Pora dodać łyżkę dziegciu do beczk i miodu i łez, którymi żegnano zamknięcie i wyburzanie najstarszego warszawskiego Multikina (wkrótce w Poznaniu ten sam los spotka najstarsze polskie kino tej sieci). Voilà:
* * *
Urodzinkowy horror w Multikinie
Wczesne niedzielne popołudnie. Na widowni kilkanaście małżeństw z dziećmi, dwie zakochane pary i kilkanaścioro przedszkolaków zostawionych przez rodziców na „Urodzinkach w Multikinie”. Dwie godziny później dzieci wyjdą z kina sztywne ze strachu a rodzice – wściekli na kiniarzy z Ursynowa.
„Punktem kulminacyjnym uroczystości urodzinowej – zapewniał slogan reklamowy – będzie seans filmowy”, na którym dzieci spotkają „bohaterów swoich ulubionych filmów”. Sęk w tym, że nie tylko swoich. Przed „Zaplątanymi” (ekranizacją przystosowanej do wymogów kina familijnego baśni braci Grimm) ursynowskie Multikino pokazało dzieciom niemal kwadrans reklam, głównie reklam filmów dozwolonych od lat kilkunastu.
Na pierwszy ogień poszedł zwiastun „Sali samobójców”:
Ona: Witam cię w sali samobójców, Dominiku…

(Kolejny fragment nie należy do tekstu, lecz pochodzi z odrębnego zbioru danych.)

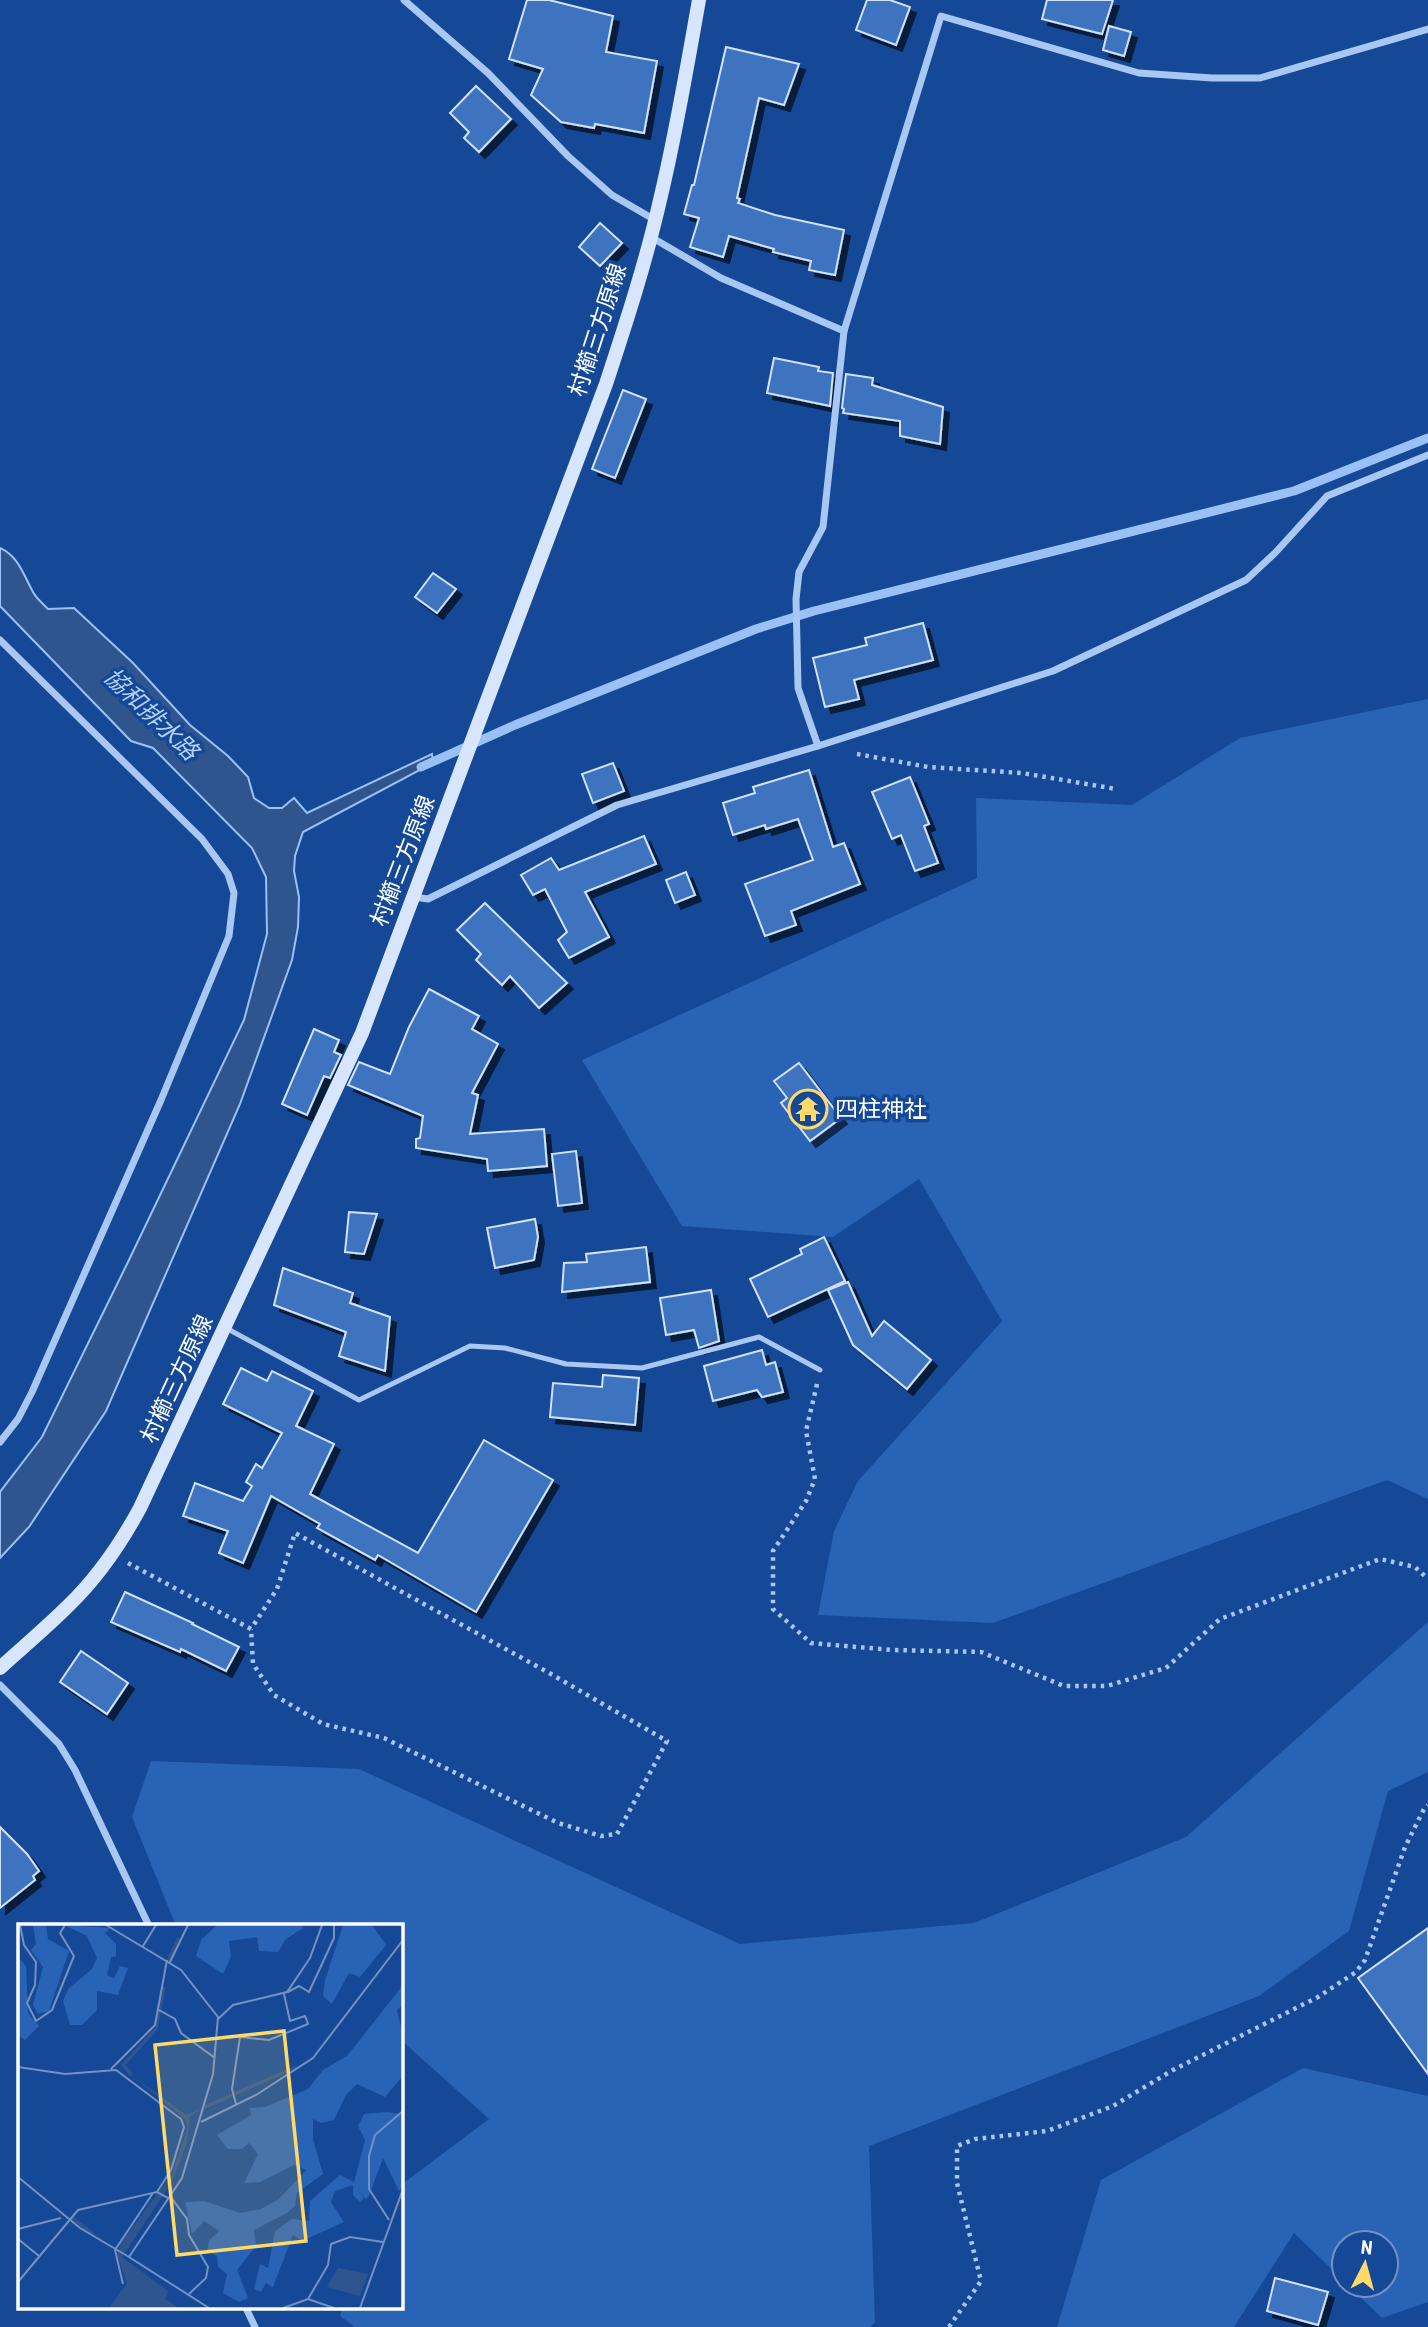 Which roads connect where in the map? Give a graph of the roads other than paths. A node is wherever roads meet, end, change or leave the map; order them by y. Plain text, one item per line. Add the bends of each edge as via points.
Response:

A na widowni przedszkolaki…
Po tej przystawce czas na solidniejsze danie. Zaproszenie na trzy filmy Maratonu Walentynkowego ilustrował zwiastun „Wojny żeńsko-męskiej” [link], reklamowanej jako „nieprzyzwoicie śmieszna” komedia. Faktycznie: nieprzyzwoicie śmieszna. Z naciskiem na nieprzyzwoicie. Boki zrywać:
Naczelny: A teraz dobra wiadomość. Wracamy do swoich biurek i zapierdalamy…
Dziennikarka: Dostałam pracę w wyuzdanym magazynie dla pań. Będę pisała o seksie…
Naczelny: Nasza czytelniczka wydaje na wyuzdany magazyn dla pań pieniądze i musi wiedzieć za co płaci. Od lat radzimy jej: jak dbać o siebie, żeby go zdobyć; jak dbać o niego, żeby go zatrzymać; jak dbać o siebie, żeby zdobyć drugiego, kiedy tamten już ją opuści; jak sama – z pierwszym albo z tym drugim – ma czerpać jak największą przyjemność z seksu.
Ale to jeszcze nie wszystkie atrakcje serwowane przedszkolakom w ramach „Urodzinek w Multikinie”, bo teraz, kochane dzieci, obejrzycie zaproszenie na Noc Horrorów, czyli na „Zbaw mnie ode złego 3D” („Psychopata ma kiedyś powrócić, by zabić siedmioro dzieci urodzonych w noc jego śmierci”), „Pozwól mi wejść” i „Piłę VII 3D”…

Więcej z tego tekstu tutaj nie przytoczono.